Workers would bear the brunt of that increase. Based on the Treasury Department’s research, raising the corporate rate to 28% would by 2034 impose a $500 billion tax hike on families making less than approximately $300,000 a year. That violates Mr. Biden’s pledge that “no one earning less than $400,000 per year will pay a penny in new taxes.”


Before 2017 Washington was saddled with the highest corporate-tax rate at 35% and clung to a “worldwide” system of taxation, by which U.S. companies were taxed at home and abroad, while competitors began to adopt a single tax territorial system.


In practice, this meant that if a U.S. company and a German one competed in Sweden, the German one would pay only Swedish tax. Its American competitor would pay the Swedish tax and then the U.S. tax, topping up its bill to 35%. But there was a perverse incentive: The company could defer paying the difference if it didn’t repatriate its profit back to the U.S. To remain competitive, companies locked trillions of dollars in profits offshore. Worse, if a U.S. firm became involved in a cross-border merger or acquisition, its fiduciary responsibilities would dictate that its headquarters be moved out of the high-tax U.S., known as an inversion.


Workers knew that punishing dynamic well. Thousands of them were left behind as their companies’ leadership, struggling to compete, packed up and moved away. The TCJA sought to arrest this decline by freeing corporations from the obligation to pay U.S. taxes on overseas earnings and by allowing them to write off more of the cost of new equipment, machinery, software and buildings.


Each of these provisions was intended to increase American firms’ competitiveness and increase workers’ well-being. They succeeded. The U.S. suffered the exodus of 33 companies between 2005 and 2015. As the Tax Policy Center reports, there have been no major tax-motivated inversions since 2017.

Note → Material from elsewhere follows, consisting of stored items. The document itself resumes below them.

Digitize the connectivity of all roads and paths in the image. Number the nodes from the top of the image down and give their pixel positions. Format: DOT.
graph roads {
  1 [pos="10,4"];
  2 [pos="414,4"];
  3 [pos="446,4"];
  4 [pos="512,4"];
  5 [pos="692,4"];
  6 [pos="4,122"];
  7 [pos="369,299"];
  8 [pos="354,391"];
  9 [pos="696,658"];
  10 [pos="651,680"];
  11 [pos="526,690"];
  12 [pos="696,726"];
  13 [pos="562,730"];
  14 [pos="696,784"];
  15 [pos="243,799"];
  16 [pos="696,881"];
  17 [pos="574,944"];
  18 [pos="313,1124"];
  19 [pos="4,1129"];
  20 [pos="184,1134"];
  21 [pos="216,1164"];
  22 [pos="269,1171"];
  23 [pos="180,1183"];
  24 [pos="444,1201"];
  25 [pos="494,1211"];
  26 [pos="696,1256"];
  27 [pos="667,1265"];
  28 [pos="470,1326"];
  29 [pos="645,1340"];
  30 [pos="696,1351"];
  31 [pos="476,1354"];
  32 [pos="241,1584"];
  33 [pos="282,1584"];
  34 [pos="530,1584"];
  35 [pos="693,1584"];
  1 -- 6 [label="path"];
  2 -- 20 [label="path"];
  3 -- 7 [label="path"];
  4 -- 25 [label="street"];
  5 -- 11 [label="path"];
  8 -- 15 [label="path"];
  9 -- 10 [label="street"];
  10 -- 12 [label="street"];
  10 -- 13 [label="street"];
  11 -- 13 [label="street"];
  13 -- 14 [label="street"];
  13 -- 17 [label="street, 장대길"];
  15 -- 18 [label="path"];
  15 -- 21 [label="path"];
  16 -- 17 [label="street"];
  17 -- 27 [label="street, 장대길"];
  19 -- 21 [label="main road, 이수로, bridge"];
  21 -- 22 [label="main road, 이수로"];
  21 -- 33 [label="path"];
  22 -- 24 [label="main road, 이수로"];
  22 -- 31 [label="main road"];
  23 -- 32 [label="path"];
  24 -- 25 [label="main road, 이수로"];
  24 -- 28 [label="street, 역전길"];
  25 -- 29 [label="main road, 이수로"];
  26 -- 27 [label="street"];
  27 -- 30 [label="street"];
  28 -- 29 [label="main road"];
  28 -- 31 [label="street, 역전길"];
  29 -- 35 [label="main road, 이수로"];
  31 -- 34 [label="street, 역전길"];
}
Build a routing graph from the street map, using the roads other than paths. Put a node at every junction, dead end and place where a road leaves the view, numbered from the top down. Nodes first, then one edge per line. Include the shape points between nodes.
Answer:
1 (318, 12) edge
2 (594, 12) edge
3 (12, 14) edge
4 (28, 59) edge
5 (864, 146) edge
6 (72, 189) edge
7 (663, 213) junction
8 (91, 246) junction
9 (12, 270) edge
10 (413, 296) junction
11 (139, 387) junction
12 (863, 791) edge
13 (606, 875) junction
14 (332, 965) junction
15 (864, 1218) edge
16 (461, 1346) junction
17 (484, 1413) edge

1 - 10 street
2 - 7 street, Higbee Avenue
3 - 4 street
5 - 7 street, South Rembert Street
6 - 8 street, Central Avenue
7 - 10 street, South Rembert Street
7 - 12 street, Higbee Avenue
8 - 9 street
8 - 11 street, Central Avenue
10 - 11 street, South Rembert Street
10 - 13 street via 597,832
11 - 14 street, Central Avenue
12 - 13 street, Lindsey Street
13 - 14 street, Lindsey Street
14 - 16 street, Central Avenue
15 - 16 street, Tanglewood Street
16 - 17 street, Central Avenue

Yet the reforms’ accomplishments aren’t necessarily permanent. Because of budgetary constraints, Congress set most of the TCJA’s individual provisions to expire at the end of 2025. Rather than make them stick, Democratic lawmakers are now eyeing the corporate rate as a piggy bank to finance their spending priorities.


That would be a mistake. The average corporate rates in the OECD and European Union are 23.7% and 21%, respectively. It would serve no one except our international competitors if the U.S. reverted to an uncompetitive tax code.


This may surprise those inundated with claims that the TCJA’s corporate reforms were “giveaways” to large corporations. But that’s bad economics, especially considering U.S. corporations paid for roughly 80% of the lower corporate rate with reforms and give-backs. Corporate-tax revenue today is higher than it was projected to be at the 35% rate.


Corporations operate on behalf of their shareholders by hiring employees to produce and sell goods and services to customers. If Washington passes a corporate-tax hike, the burden doesn’t stop at a check to the Treasury. It must be financed by one or more of that trio: shareholders, workers and customers. The reverse—higher dividend payments to retirees, better wages for workers and reduced inflation pressures on customers—couldn’t plausibly be considered a giveaway.


The choice isn’t simply between the current rate and tax hikes. The right framework is to pair the competitive corporate rate with enhanced fairness, greater simplicity and faster economic growth. This is a pivotal moment for preserving the opportunities and competitiveness of American workers. Congress and the president shouldn’t shirk from it.


Mr. Brady served as chairman of the House Ways and Means Committee, 2015-19. Mr. Holtz-Eakin, president of the American Action Forum, was director of the Congressional Budget Office, 2003-05.